My first approach was to just draw a value uniformly from [0, N], call it x. Then draw a value uniformly from [0, N-x] and call it y, then set z = N - x - y. If you then shuffle these three, you'll get back a reasonable draw from the space of solutions, but it won't be exactly uniform.

As an example, consider where N=3. Then the probability of some permutation of (3, 0, 0) is 1/4, even though it is only one out of 10 possible triplets. So this privileges values that contain a high max.

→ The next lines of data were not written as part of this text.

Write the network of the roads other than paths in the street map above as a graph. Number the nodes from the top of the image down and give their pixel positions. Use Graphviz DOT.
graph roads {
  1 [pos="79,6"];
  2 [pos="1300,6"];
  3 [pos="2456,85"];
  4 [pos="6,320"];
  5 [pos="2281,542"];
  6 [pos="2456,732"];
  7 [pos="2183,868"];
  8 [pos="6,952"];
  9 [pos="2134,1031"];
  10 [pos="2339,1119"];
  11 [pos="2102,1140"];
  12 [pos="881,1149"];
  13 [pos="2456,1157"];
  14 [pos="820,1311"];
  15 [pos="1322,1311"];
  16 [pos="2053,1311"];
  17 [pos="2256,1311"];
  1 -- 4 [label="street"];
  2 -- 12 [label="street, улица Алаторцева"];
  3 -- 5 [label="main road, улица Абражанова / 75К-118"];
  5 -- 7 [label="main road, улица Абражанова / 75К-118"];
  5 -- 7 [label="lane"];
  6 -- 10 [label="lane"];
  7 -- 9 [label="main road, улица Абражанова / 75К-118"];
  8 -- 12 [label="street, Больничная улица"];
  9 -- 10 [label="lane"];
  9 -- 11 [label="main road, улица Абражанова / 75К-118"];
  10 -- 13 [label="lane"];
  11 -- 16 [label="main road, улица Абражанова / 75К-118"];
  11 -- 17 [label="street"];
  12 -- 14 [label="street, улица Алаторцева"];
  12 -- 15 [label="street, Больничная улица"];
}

You can perfectly counterbalance this effect by sampling the first value x proportionally to how many values will be possible for y conditioned on x. So for example, if x happened to be N, then there is only 1 compatible value for y, but if x is 0, then there are 4 compatible values, namely 0 through 3.

In other words, let Pr(X=x) be (N-x+1)/sum_i(N-i+1) for i from 0 to N. Then let Pr(Y=y | X=x) be uniform on [0, N-x].

This works out to P(X,Y) = P(Y|X=x) * P(X) = 1/(N-x+1) * [N - x + 1]/sum_i(N-i+1), which is seen to be uniform, 1/sum_i(N-i+1), for each candidate triplet.

Note that sum(N-i+1 for i in range(0, N+1)) gives the number of different ways to sum 3 non-negative integers to get N. I don't know a good proof of this, and would happy if someone adds one to the comments!

Here's a solution that will sample this way:

import random
from collections import Counter

def discrete_sample(weights):
    u = random.uniform(0, 1)
    w_t = 0
    for i, w in enumerate(weights):
        w_t += w
        if u <= w_t:
            return i
    return len(weights)-1

def get_weights(N):
    vals = [(N-i+1.0) for i in range(0, N+1)]
    totl = sum(vals)
    return [v/totl for v in vals]

def draw_summing_triplet(N):
    weights = get_weights(N)
    x = discrete_sample(weights)
    y = random.randint(0, N-x)
    triplet = [x, y, N - x - y]
    random.shuffle(triplet)
    return tuple(triplet)

Much credit goes to @DSM in the comments for questioning my original answer and providing good feedback.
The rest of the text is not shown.